#### EXERCISE INSTRUCTIONS:
All of the data, word for word and free of pictures, is the expected result.

------------------------------------------------

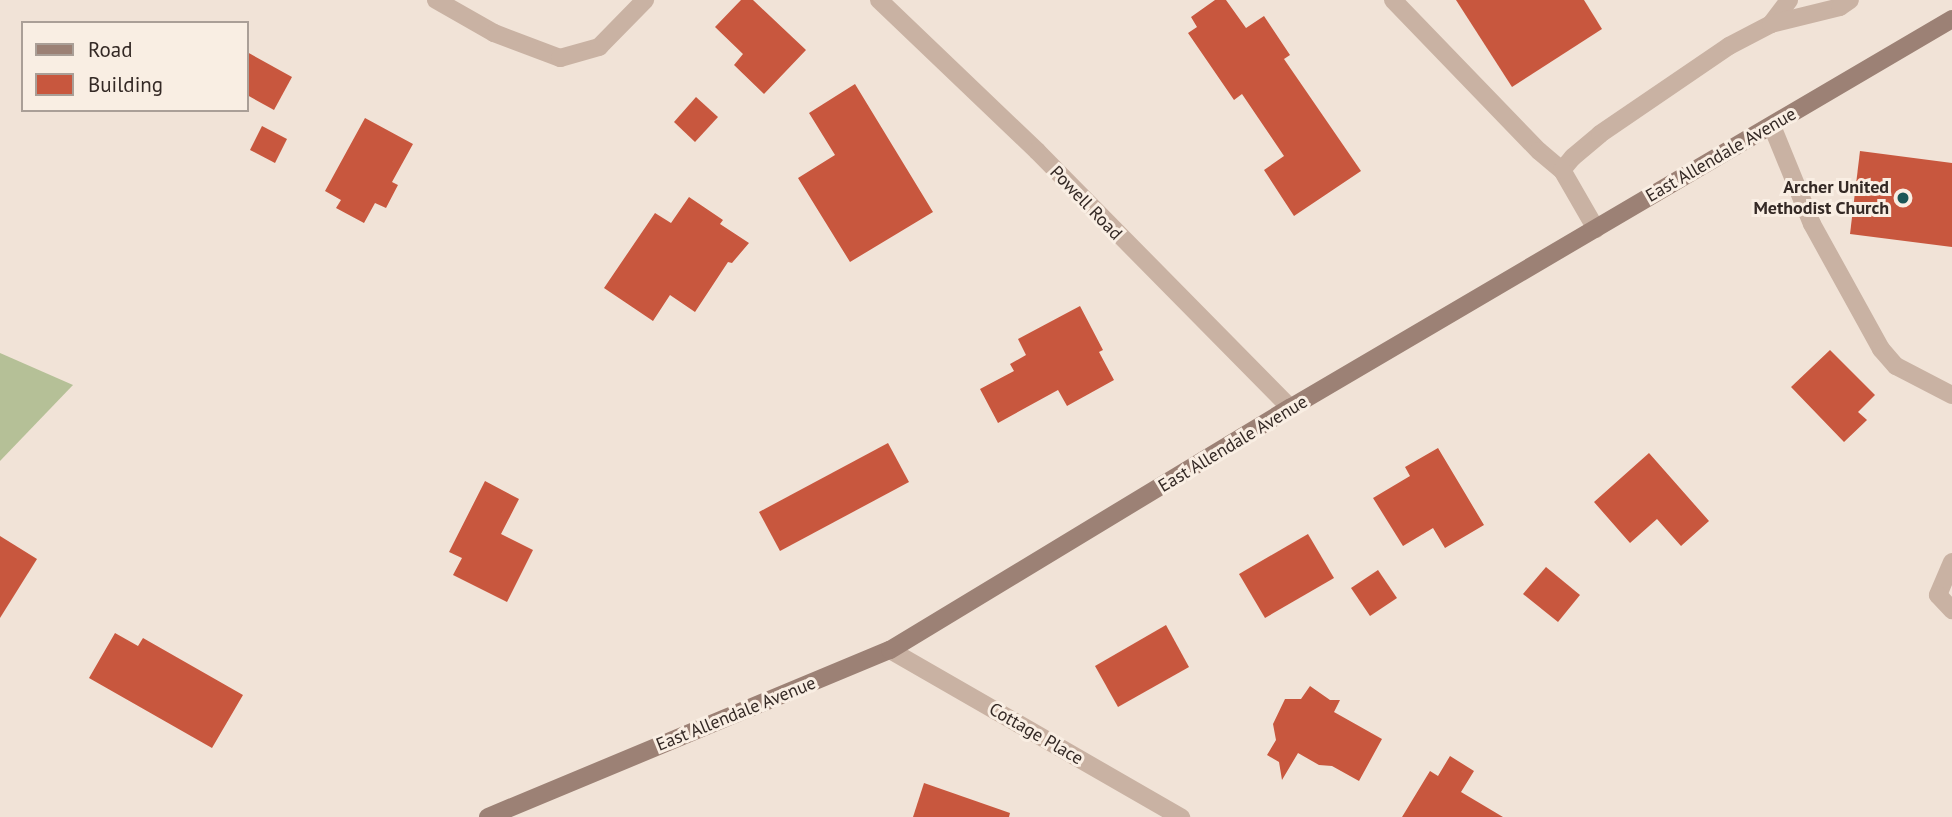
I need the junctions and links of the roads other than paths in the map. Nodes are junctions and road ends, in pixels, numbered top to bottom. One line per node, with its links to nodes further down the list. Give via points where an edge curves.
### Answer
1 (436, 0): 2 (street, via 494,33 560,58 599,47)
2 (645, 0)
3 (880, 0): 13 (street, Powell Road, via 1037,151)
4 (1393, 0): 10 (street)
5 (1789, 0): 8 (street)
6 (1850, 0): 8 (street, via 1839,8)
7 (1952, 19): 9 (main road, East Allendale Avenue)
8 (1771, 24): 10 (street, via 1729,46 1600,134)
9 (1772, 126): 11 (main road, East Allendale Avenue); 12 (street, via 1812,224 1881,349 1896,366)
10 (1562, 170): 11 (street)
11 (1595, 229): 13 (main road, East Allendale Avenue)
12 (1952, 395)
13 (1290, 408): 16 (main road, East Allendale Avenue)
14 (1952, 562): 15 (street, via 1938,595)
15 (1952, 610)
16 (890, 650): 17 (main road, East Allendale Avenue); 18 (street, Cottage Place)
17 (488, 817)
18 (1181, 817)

------------------------------------------------

#### RESPONSE TO THIS EXERCISE:
I need the junctions and links of the roads other than paths in the map. Nodes are junctions and road ends, in pixels, numbered top to bottom. One line per node, with its links to nodes further down the list. Give via points where an edge curves.
### Answer
1 (436, 0): 2 (street, via 494,33 560,58 599,47)
2 (645, 0)
3 (880, 0): 13 (street, Powell Road, via 1037,151)
4 (1393, 0): 10 (street)
5 (1789, 0): 8 (street)
6 (1850, 0): 8 (street, via 1839,8)
7 (1952, 19): 9 (main road, East Allendale Avenue)
8 (1771, 24): 10 (street, via 1729,46 1600,134)
9 (1772, 126): 11 (main road, East Allendale Avenue); 12 (street, via 1812,224 1881,349 1896,366)
10 (1562, 170): 11 (street)
11 (1595, 229): 13 (main road, East Allendale Avenue)
12 (1952, 395)
13 (1290, 408): 16 (main road, East Allendale Avenue)
14 (1952, 562): 15 (street, via 1938,595)
15 (1952, 610)
16 (890, 650): 17 (main road, East Allendale Avenue); 18 (street, Cottage Place)
17 (488, 817)
18 (1181, 817)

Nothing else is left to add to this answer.